Le taux de récidive général à Maurice est très élevé : supérieur à 80 %. Le système carcéral a pour but de réinsérer les individus dans la société : le droit pénal n’a pas pour seul objectif de punir les individus. Ce taux de récidive illustre les insuffisances de notre système carcéral. Comment affirmer que la détention sert son office quand plus de quatre condamnés sur cinq récidivent ? Il n’est toutefois pas de notre ressort de nous prononcer sur la pertinence et la nécessité d’accompagner les criminels, dont les pédocriminels, purgeant une peine. Mais les chiffres restent alarmants et il faut agir.

Comment peut-on légalement s’assurer de protéger les victimes potentielles du pédocriminel qui sort de prison ?

Les enfants victimes sont dans une situation particulière. Les actes qu’ils subissent se produisent souvent dans un cercle de proches. Une fois les procédures judiciaires finies, il n’est pas rare que ces enfants soient remis aux mêmes individus. La récidive est un problème majeur. La protection des individus post-condamnation passe par une prise de mesures à tous les niveaux : de l’accompagnement des personnes en prison à leur suivi dès qu’elles sont relâchées. En France, les mesures peuvent consister en une interdiction d’exercer des professions qui permettent d’être en contact avec les enfants. Il peut aussi s’agir d’une interdiction de contacter l’enfant. 

La castration chimique a beaucoup été évoquée après le meurtre d’Eleana Gentil. Fait-elle partie des solutions ?

C’est un traitement par lequel on administre des substances hormonales à l’individu pour diminuer son niveau de testostérone et sa libido. En général, les délinquants sexuels ont le choix de le subir ou non. Cette pratique a lieu dans plusieurs pays. En Macédoine, par exemple, une personne peut obtenir une réduction de peine si elle se fait castrer. La castration chimique a fait baisser les chiffres de récidive dans quelques pays. Mais cette intervention est onéreuse. Dans certains cas, le traitement n’a pas d’effet sur le délinquant sexuel.

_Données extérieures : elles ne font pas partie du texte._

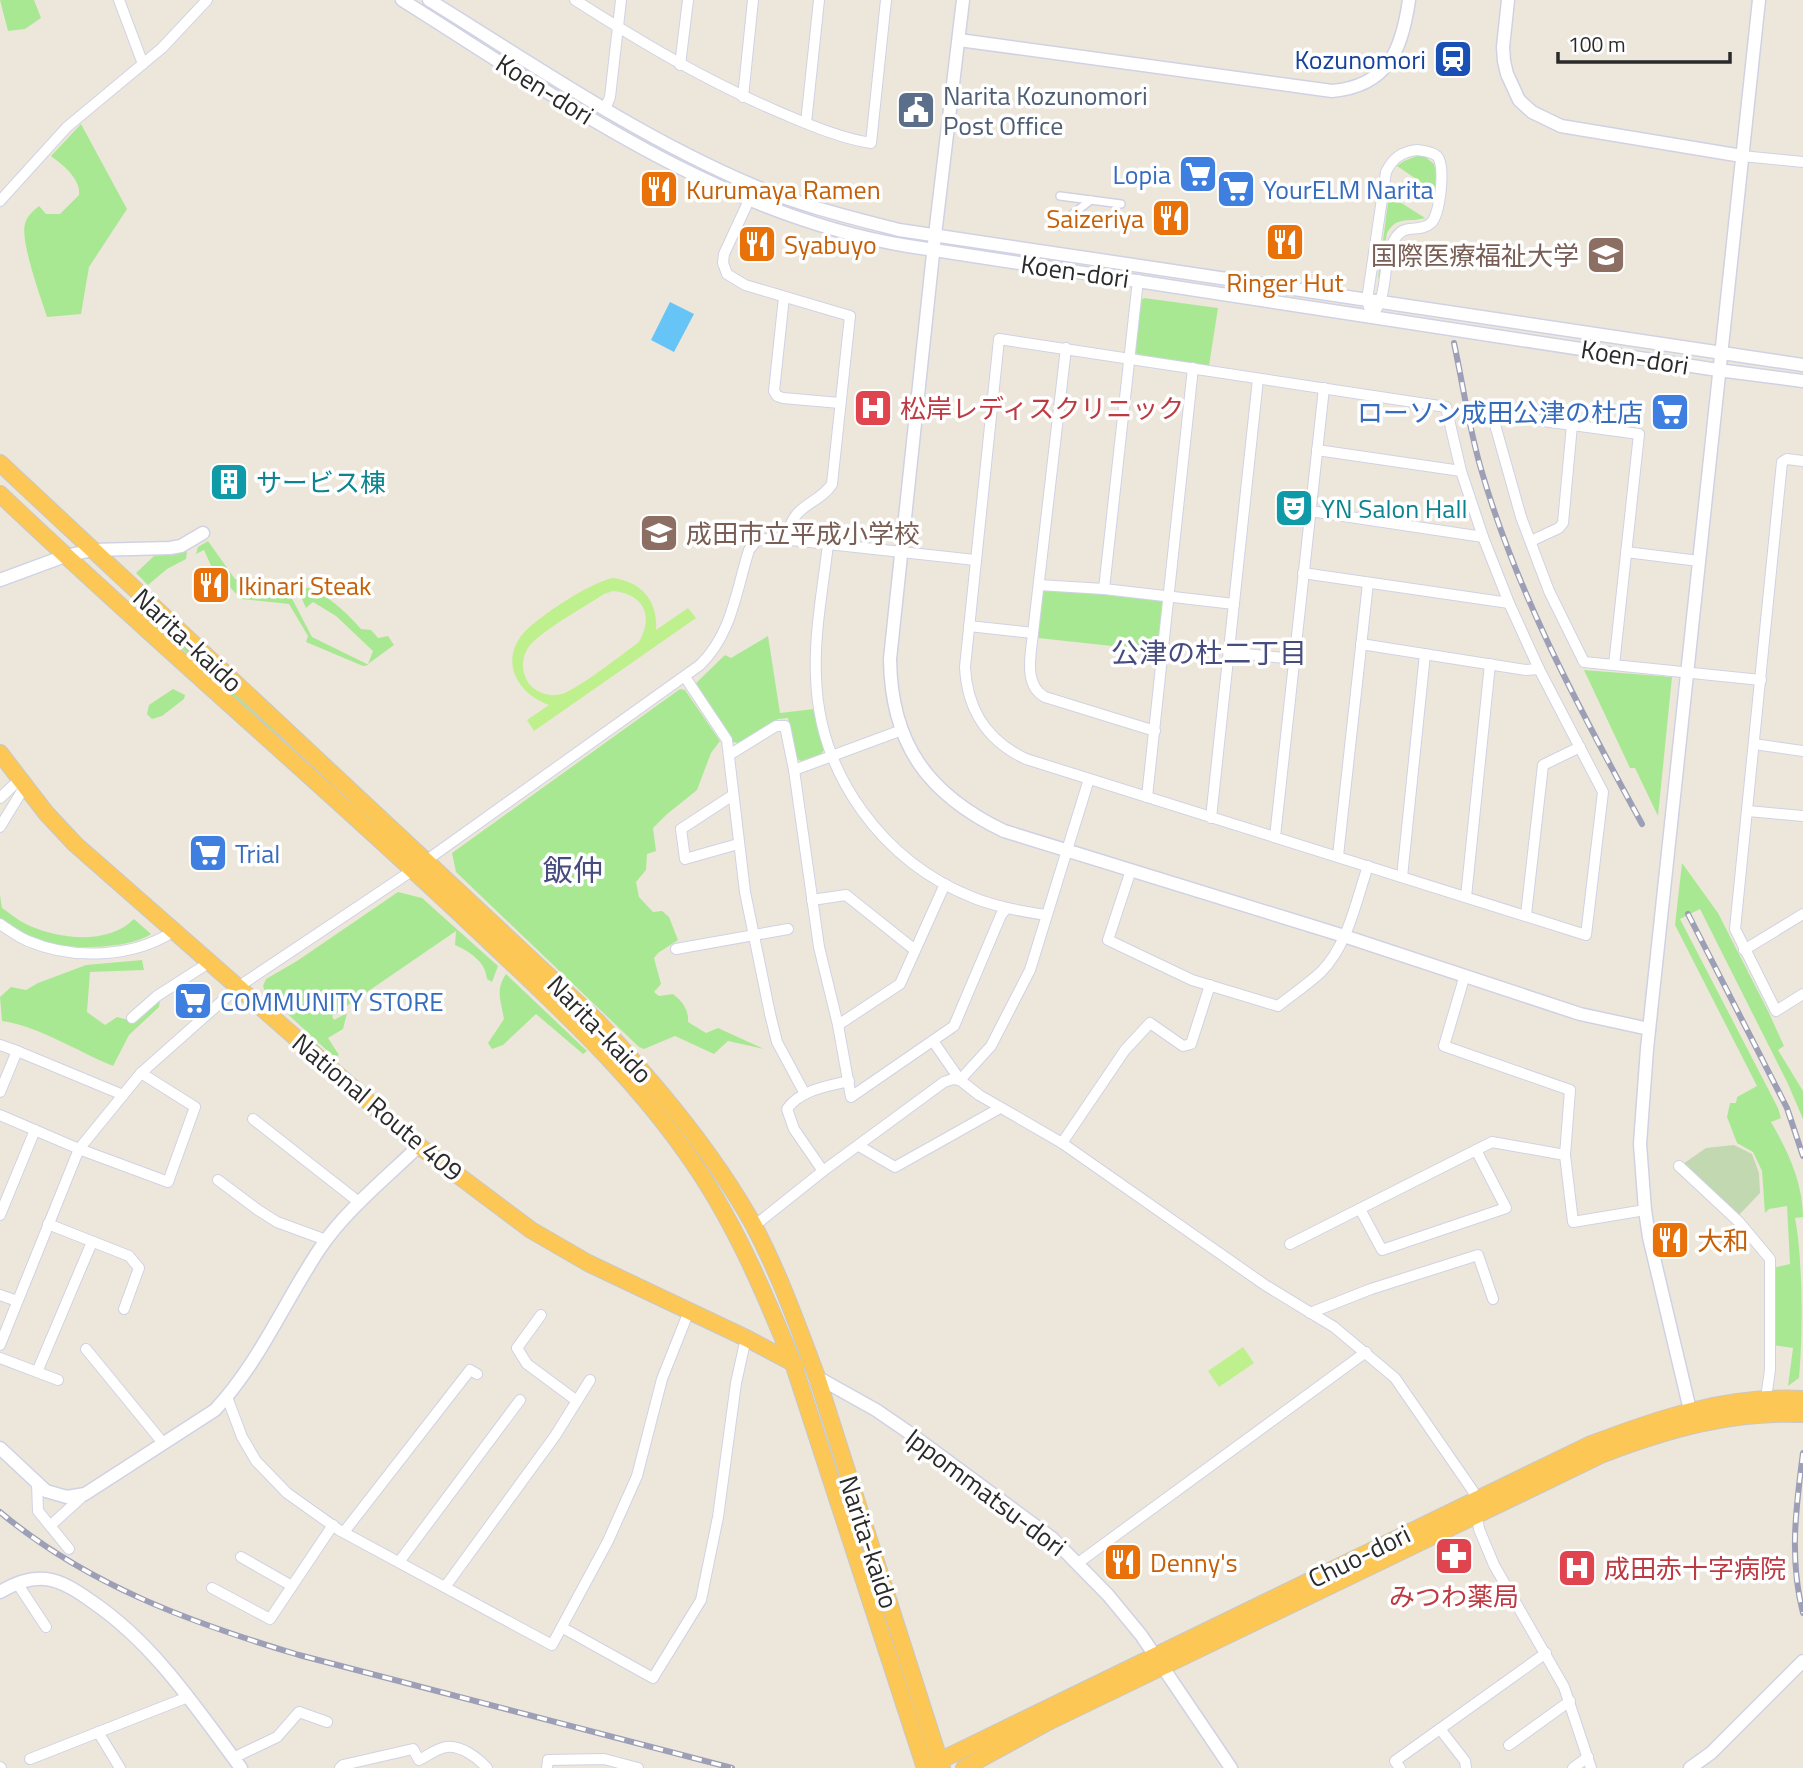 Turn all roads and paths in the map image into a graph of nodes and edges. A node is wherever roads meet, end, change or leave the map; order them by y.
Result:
1 (119, 0) edge
2 (207, 0) edge
3 (401, 0) edge
4 (429, 0) edge
5 (575, 0) edge
6 (621, 0) edge
7 (688, 0) edge
8 (753, 0) edge
9 (819, 0) edge
10 (886, 0) edge
11 (963, 0) edge
12 (1409, 0) edge
13 (1507, 0) edge
14 (1759, 0) edge
15 (618, 27) junction
16 (960, 40) junction
17 (143, 64) junction
18 (680, 65) junction
19 (743, 97) junction
20 (605, 109) junction
21 (806, 124) junction
22 (1742, 156) junction
23 (1803, 162) edge
24 (1060, 196) dead end
25 (749, 200) junction
26 (1091, 200) junction
27 (0, 201) edge
28 (1121, 204) dead end
29 (1057, 226) dead end
30 (935, 235) junction
31 (933, 250) junction
32 (1138, 280) junction
33 (784, 297) junction
34 (1367, 300) junction
35 (1382, 302) junction
36 (1372, 317) junction
37 (1066, 348) junction
38 (1720, 352) junction
39 (1129, 359) junction
40 (1803, 365) edge
41 (1193, 368) junction
42 (1718, 370) junction
43 (1258, 379) junction
44 (1803, 381) edge
45 (1324, 388) junction
46 (840, 403) junction
47 (1573, 425) junction
48 (1317, 450) junction
49 (1803, 461) edge
50 (0, 463) edge
51 (1461, 471) junction
52 (0, 494) edge
53 (1310, 512) junction
54 (203, 533) dead end
55 (1483, 537) junction
56 (787, 540) junction
57 (1531, 541) junction
58 (828, 544) junction
59 (93, 550) junction
60 (902, 552) junction
61 (1626, 552) junction
62 (65, 555) junction
63 (975, 560) junction
64 (1699, 561) junction
65 (1303, 573) junction
66 (0, 580) edge
67 (1368, 583) junction
68 (1039, 585) junction
69 (1104, 589) junction
70 (1169, 597) junction
71 (1509, 603) junction
72 (1234, 604) junction
73 (969, 626) junction
74 (1033, 633) junction
75 (1361, 644) junction
76 (1228, 652) junction
77 (1425, 654) junction
78 (1293, 659) junction
79 (1490, 664) junction
80 (1614, 665) junction
81 (1539, 669) junction
82 (1687, 673) junction
83 (685, 677) junction
84 (1761, 680) junction
85 (902, 730) junction
86 (1155, 731) junction
87 (1754, 744) junction
88 (1580, 747) junction
89 (1803, 751) edge
90 (0, 753) edge
91 (729, 755) junction
92 (831, 756) junction
93 (794, 770) junction
94 (1089, 779) junction
95 (22, 783) junction
96 (733, 795) junction
97 (1147, 797) junction
98 (0, 799) edge
99 (1748, 811) junction
100 (1803, 816) edge
101 (1211, 818) junction
102 (0, 827) edge
103 (1275, 836) junction
104 (738, 844) junction
105 (1067, 851) junction
106 (1338, 856) junction
107 (419, 866) junction
108 (1368, 866) junction
109 (1131, 870) junction
110 (1402, 877) junction
111 (945, 884) junction
112 (1466, 897) junction
113 (812, 900) junction
114 (1006, 909) junction
115 (1803, 914) edge
116 (1046, 915) junction
117 (1526, 915) junction
118 (0, 924) edge
119 (788, 929) dead end
120 (174, 931) junction
121 (754, 935) junction
122 (1344, 936) junction
123 (676, 949) dead end
124 (915, 950) junction
125 (1744, 950) junction
126 (210, 962) junction
127 (1465, 975) junction
128 (1210, 985) junction
129 (238, 987) junction
130 (1803, 994) edge
131 (132, 1018) dead end
132 (838, 1025) junction
133 (1649, 1029) junction
134 (933, 1041) junction
135 (0, 1045) edge
136 (17, 1051) junction
137 (141, 1073) junction
138 (960, 1080) junction
139 (849, 1081) junction
140 (0, 1092) edge
141 (805, 1094) junction
142 (123, 1095) junction
143 (1000, 1108) junction
144 (0, 1115) edge
145 (253, 1119) dead end
146 (35, 1130) junction
147 (1062, 1143) junction
148 (419, 1146) junction
149 (859, 1146) junction
150 (79, 1149) junction
151 (1476, 1150) junction
152 (1565, 1155) junction
153 (1679, 1166) dead end
154 (823, 1171) junction
155 (218, 1180) dead end
156 (360, 1203) junction
157 (1360, 1209) junction
158 (1646, 1210) junction
159 (0, 1215) edge
160 (48, 1224) junction
161 (754, 1226) junction
162 (326, 1240) junction
163 (92, 1242) junction
164 (1290, 1244) dead end
165 (0, 1294) edge
166 (1493, 1299) dead end
167 (17, 1301) junction
168 (124, 1309) dead end
169 (689, 1311) junction
170 (1310, 1313) junction
171 (541, 1315) dead end
172 (746, 1338) junction
173 (0, 1345) edge
174 (86, 1349) dead end
175 (1366, 1352) junction
176 (0, 1358) edge
177 (793, 1363) junction
178 (37, 1372) junction
179 (477, 1374) dead end
180 (817, 1377) junction
181 (58, 1380) dead end
182 (590, 1380) dead end
183 (227, 1397) junction
184 (1803, 1399) edge
185 (520, 1400) dead end
186 (577, 1401) junction
187 (1774, 1403) junction
188 (1690, 1410) junction
189 (1803, 1415) edge
190 (163, 1443) junction
191 (0, 1448) edge
192 (37, 1483) junction
193 (85, 1494) junction
194 (1476, 1508) junction
195 (333, 1525) junction
196 (50, 1526) junction
197 (344, 1532) junction
198 (69, 1549) dead end
199 (241, 1557) dead end
200 (400, 1562) junction
201 (1078, 1563) junction
202 (17, 1583) junction
203 (292, 1586) junction
204 (445, 1587) junction
205 (212, 1588) dead end
206 (0, 1592) edge
207 (46, 1627) dead end
208 (563, 1628) junction
209 (1546, 1653) junction
210 (1159, 1662) junction
211 (1800, 1663) edge
212 (188, 1697) junction
213 (1570, 1702) junction
214 (327, 1722) dead end
215 (1440, 1729) junction
216 (98, 1732) junction
217 (1508, 1745) dead end
218 (30, 1759) dead end
219 (237, 1763) edge
220 (1589, 1763) edge
221 (935, 1766) edge
222 (120, 1768) edge
223 (340, 1768) edge
224 (487, 1768) edge
225 (547, 1768) edge
226 (638, 1768) edge
227 (964, 1768) edge
228 (1231, 1768) edge
229 (1400, 1768) edge
230 (1466, 1768) edge
231 (1573, 1768) edge
232 (1690, 1768) edge

1 - 17 street
2 - 17 street
3 - 25 street, Koen-dori
4 - 20 street, Koen-dori
5 - 15 street
6 - 15 street
7 - 18 street
8 - 19 street
9 - 21 street
10 - 21 street
11 - 16 street
12 - 16 street
13 - 22 street
14 - 22 street
15 - 18 street
15 - 20 street
16 - 30 street
17 - 27 street
18 - 19 street
19 - 21 street
20 - 30 street, Koen-dori
22 - 23 street
22 - 38 street
24 - 26 street
25 - 31 street, Koen-dori
25 - 33 street
26 - 28 street
26 - 29 street
30 - 31 street
30 - 34 street, Koen-dori
31 - 32 street, Koen-dori
31 - 60 street
32 - 36 street, Koen-dori
32 - 39 street
33 - 46 street
33 - 46 street
34 - 35 street, Koen-dori
34 - 35 street
34 - 36 street
35 - 36 street
35 - 38 street, Koen-dori
36 - 42 street, Koen-dori
37 - 39 street
37 - 63 street
37 - 68 street
38 - 40 street, Koen-dori
38 - 42 street
39 - 41 street
39 - 69 street
41 - 43 street
41 - 70 street
42 - 44 street, Koen-dori
42 - 64 street
43 - 45 street
43 - 72 street
45 - 48 street
45 - 51 street
46 - 56 street
47 - 57 street
47 - 57 street
47 - 61 street
48 - 51 street
48 - 53 street
49 - 84 street
50 - 59 highway, Narita-kaido
51 - 55 street
52 - 62 highway, Narita-kaido
53 - 55 street
53 - 65 street
54 - 59 street
55 - 71 street
56 - 58 street
56 - 83 street
57 - 80 street
58 - 60 street
58 - 92 street
59 - 62 street
59 - 107 highway, Narita-kaido
60 - 63 street
60 - 85 street
61 - 64 street
61 - 80 street
62 - 66 street
62 - 107 highway, Narita-kaido
63 - 73 street
64 - 82 street
65 - 67 street
65 - 78 street
67 - 71 street
67 - 75 street
68 - 69 street
68 - 74 street
69 - 70 street
70 - 72 street
70 - 86 street
71 - 81 street
72 - 76 street
73 - 74 street
73 - 94 street
74 - 86 street
75 - 77 street
75 - 106 street
76 - 78 street
76 - 101 street
77 - 79 street
77 - 110 street
78 - 103 street
79 - 81 street
79 - 112 street
80 - 82 street
81 - 88 street
82 - 84 street
82 - 133 street
83 - 91 street
83 - 107 street
84 - 87 street
85 - 92 street
85 - 105 street
86 - 97 street
87 - 89 street
87 - 99 street
88 - 117 street
88 - 117 street
90 - 95 highway, National Route 409
91 - 93 street
91 - 96 street
92 - 93 street
92 - 111 street
93 - 113 street
94 - 97 street
94 - 105 street
95 - 98 street
95 - 102 street
95 - 120 highway, National Route 409
96 - 104 street
96 - 104 street
97 - 101 street
99 - 100 street
99 - 125 street
101 - 103 street
103 - 106 street
104 - 121 street
105 - 109 street
105 - 116 street
106 - 108 street
107 - 129 street
107 - 161 highway, Narita-kaido
107 - 177 highway, Narita-kaido
108 - 110 street
108 - 122 street
109 - 122 street
109 - 128 street
110 - 112 street
111 - 114 street
111 - 124 street
112 - 117 street
113 - 124 street
113 - 132 street
114 - 116 street
114 - 134 street
115 - 125 street
116 - 138 street
118 - 120 street
119 - 121 street
120 - 126 highway, National Route 409
121 - 123 street
121 - 141 street
122 - 127 street
122 - 128 street
124 - 132 street
125 - 130 street
126 - 129 highway, National Route 409
126 - 131 street
127 - 133 street
127 - 152 street
128 - 147 street
129 - 137 street
129 - 148 highway, National Route 409
132 - 139 street
133 - 158 street
134 - 138 street
134 - 139 street
135 - 136 street
136 - 140 street
136 - 142 street
137 - 142 street
137 - 150 street
138 - 143 street
138 - 149 street
139 - 141 street
141 - 154 street
142 - 150 street
143 - 147 street
143 - 149 street
144 - 146 street
145 - 156 street
146 - 150 street
146 - 159 street
147 - 170 street
148 - 156 street
148 - 169 highway, National Route 409
149 - 154 street
150 - 160 street
151 - 152 street
151 - 157 street
151 - 157 street
152 - 158 street
153 - 187 street
154 - 161 street
155 - 162 street
156 - 162 street
157 - 164 street
158 - 188 street
160 - 163 street
160 - 167 street
161 - 180 highway, Narita-kaido
162 - 183 street
163 - 168 street
163 - 178 street
165 - 167 street
166 - 170 street
167 - 173 street
169 - 172 highway, National Route 409
169 - 208 street
170 - 175 street
171 - 186 street
172 - 177 highway, National Route 409
172 - 208 street
174 - 190 street
175 - 194 street
175 - 201 street
176 - 178 street
177 - 180 highway, National Route 409
177 - 221 highway, Narita-kaido
178 - 181 street
179 - 197 street
180 - 201 street, Ippommatsu-dori
180 - 221 highway, Narita-kaido
182 - 186 street
183 - 190 street
183 - 195 street
184 - 187 highway, Chuo-dori
185 - 200 street
186 - 204 street
187 - 188 highway, Chuo-dori
187 - 189 highway, Chuo-dori
187 - 194 highway, Chuo-dori
188 - 194 highway, Chuo-dori
190 - 193 street
191 - 192 street
192 - 193 street
192 - 196 street
193 - 196 street
194 - 209 street
194 - 210 highway, Chuo-dori
195 - 197 street
195 - 203 street
196 - 198 street
197 - 200 street
199 - 203 street
200 - 204 street
201 - 210 street, Ippommatsu-dori
202 - 206 street
202 - 207 street
202 - 212 street
203 - 205 street
204 - 208 street
209 - 213 street
209 - 215 street
210 - 221 highway, Chuo-dori
210 - 227 highway, Chuo-dori
210 - 228 street, Ippommatsu-dori
211 - 232 street
212 - 216 street
212 - 219 street
213 - 217 street
213 - 220 street
214 - 219 street
215 - 229 street
215 - 230 street
216 - 218 street
216 - 222 street
220 - 231 street
223 - 224 street
225 - 226 street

La castration peut aussi impliquer des effets secondaires très graves. De plus, elle s’effectue dans un cadre précis. Les accusés de violences sexuelles ont des droits. Avant d’introduire la castration chimique, il faut trouver un équilibre entre la protection de la société et les droits des accusés.

Votre bureau (ainsi que la Law Reform Commission, LRC, qui a plaidé pour une révision des définitions du viol et de la sodomie dans le code pénal) fait des préconisations. Sont-elles entendues au niveau du gouvernement, notamment au sujet de l’amélioration de la loi sur les violences sexuelles faites aux enfants ?

Nos recommandations et celles de la LRC ne sont que des suggestions. Nous ne pouvons qu’exprimer nos inquiétudes au sujet du système de droit. Le pouvoir de changer la législation appartient au Parlement. S’il y a des problèmes juridiques, nous pouvons les mettre en avant. Mais n’oublions pas que ces questions concernent aussi les domaines sociaux et politiques. 

Quelles sont les autres failles de la législation qu’il faudrait revoir ?

Au niveau de la procédure en cour, des mesures existent pour protéger les enfants. Par exemple, le témoignage par vidéo, des aménagements pour faire venir les familles en cour et les audiences à huis clos. Malgré cela, l’intérêt de l’enfant n’est pas assez protégé. Lors de son contre-interrogatoire, ce dernier peut être intimidé par le ton utilisé par l’avocat de la défense. Les questions qui lui sont posées peuvent être longues et difficiles à comprendre.

Souvent, la presse parle de cas d’abus sexuels et publie des informations personnelles sur l’enfant, telles que son adresse et le nom de l’école qu’il fréquente. L’identification de l’enfant peut avoir un impact négatif sur lui. Il n’y a aucune disposition juridique qui limite cette publication. Au Royaume-Uni, les articles 39 et 49 du Children and Young Persons Act 1933 imposent des restrictions sur la presse pour empêcher l’enfant d’être identifié. Le Juvenile Offenders Act à Maurice protège les enfants qui sont accusés d’un délit. Les journalistes ne doivent donner aucune information permettant d’identifier le mineur.